- Opening Delimiter -

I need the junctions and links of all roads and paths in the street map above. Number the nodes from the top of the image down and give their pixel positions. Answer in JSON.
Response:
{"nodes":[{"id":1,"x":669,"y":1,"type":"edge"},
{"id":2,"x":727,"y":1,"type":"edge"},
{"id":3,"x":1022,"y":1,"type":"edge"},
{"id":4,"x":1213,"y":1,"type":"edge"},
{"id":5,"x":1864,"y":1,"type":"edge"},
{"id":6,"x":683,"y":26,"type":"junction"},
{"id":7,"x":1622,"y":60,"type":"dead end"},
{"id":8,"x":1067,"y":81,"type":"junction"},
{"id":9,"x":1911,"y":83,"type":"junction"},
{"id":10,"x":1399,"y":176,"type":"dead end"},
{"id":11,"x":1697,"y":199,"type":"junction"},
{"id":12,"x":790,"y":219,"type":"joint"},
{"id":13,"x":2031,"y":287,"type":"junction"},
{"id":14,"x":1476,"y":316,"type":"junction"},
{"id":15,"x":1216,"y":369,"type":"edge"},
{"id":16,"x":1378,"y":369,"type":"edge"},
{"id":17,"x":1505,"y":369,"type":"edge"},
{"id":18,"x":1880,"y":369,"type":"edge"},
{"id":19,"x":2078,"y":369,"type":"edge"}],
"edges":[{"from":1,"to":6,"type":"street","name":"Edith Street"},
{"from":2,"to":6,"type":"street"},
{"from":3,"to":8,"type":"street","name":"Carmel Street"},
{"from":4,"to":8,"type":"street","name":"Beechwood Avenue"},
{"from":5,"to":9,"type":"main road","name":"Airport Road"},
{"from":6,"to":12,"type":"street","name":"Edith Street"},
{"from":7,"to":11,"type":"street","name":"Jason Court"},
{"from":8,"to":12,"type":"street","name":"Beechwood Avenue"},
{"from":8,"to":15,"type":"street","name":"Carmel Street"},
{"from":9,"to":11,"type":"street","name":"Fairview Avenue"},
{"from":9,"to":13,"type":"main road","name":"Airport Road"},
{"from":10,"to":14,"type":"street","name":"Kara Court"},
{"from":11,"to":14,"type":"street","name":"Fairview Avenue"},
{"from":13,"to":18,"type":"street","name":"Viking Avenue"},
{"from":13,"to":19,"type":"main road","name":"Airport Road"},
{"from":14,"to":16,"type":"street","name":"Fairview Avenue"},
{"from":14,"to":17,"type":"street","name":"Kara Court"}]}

- Closing Delimiter -
- Opening Delimiter -

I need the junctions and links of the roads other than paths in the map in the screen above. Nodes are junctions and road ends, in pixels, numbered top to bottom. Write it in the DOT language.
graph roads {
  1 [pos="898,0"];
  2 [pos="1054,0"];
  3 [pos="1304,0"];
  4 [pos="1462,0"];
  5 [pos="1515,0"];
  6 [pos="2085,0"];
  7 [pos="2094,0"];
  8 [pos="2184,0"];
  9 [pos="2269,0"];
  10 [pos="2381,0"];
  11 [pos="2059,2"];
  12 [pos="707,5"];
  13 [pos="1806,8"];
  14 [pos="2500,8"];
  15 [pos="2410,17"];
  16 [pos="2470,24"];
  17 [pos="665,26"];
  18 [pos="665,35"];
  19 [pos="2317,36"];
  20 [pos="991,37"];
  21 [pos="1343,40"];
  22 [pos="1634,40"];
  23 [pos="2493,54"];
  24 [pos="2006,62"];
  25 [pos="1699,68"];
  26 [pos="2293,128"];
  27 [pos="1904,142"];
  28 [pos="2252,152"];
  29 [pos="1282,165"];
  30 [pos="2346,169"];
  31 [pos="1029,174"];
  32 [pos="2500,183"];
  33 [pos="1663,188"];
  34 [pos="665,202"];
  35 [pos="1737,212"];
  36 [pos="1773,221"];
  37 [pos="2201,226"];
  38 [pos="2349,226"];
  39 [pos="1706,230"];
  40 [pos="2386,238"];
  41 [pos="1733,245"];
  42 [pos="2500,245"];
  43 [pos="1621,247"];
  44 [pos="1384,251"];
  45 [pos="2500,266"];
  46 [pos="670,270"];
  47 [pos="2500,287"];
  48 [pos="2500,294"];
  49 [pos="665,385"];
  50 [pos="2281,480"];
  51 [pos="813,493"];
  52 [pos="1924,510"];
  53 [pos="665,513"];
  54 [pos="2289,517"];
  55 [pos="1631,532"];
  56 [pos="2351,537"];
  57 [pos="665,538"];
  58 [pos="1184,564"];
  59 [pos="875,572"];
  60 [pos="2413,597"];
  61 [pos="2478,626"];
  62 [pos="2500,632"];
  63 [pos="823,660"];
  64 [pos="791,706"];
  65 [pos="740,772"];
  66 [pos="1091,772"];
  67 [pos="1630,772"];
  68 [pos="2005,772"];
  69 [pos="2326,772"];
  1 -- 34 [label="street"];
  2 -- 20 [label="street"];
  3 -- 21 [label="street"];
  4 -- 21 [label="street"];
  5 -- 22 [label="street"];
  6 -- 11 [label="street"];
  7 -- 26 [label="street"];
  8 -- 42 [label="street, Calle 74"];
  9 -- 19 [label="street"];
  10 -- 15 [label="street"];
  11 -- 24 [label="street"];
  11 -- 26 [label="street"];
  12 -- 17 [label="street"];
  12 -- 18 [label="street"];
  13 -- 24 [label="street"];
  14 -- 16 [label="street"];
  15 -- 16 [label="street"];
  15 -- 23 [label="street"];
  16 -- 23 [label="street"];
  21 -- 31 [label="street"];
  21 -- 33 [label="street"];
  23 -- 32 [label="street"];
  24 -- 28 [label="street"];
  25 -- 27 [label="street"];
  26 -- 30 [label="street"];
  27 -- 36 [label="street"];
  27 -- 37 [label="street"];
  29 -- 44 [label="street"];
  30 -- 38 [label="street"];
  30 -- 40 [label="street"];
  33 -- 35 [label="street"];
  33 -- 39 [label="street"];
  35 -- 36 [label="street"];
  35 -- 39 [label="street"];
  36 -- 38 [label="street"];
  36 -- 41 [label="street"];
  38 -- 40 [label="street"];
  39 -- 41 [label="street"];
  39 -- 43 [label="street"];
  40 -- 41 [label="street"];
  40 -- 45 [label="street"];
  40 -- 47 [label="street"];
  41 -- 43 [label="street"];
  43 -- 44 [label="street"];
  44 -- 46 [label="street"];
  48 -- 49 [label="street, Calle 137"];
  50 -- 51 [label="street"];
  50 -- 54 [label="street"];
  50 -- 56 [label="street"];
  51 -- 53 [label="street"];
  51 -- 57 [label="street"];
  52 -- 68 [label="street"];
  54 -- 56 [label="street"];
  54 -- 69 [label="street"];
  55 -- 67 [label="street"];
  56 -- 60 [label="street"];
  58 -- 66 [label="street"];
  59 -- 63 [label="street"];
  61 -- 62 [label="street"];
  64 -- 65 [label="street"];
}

- Closing Delimiter -

**Task to carry out**
When a line in the material above includes "Court", report that line by copying it.

**Problem solution**
{"from":7,"to":11,"type":"street","name":"Jason Court"},
{"from":10,"to":14,"type":"street","name":"Kara Court"},
{"from":14,"to":17,"type":"street","name":"Kara Court"}]}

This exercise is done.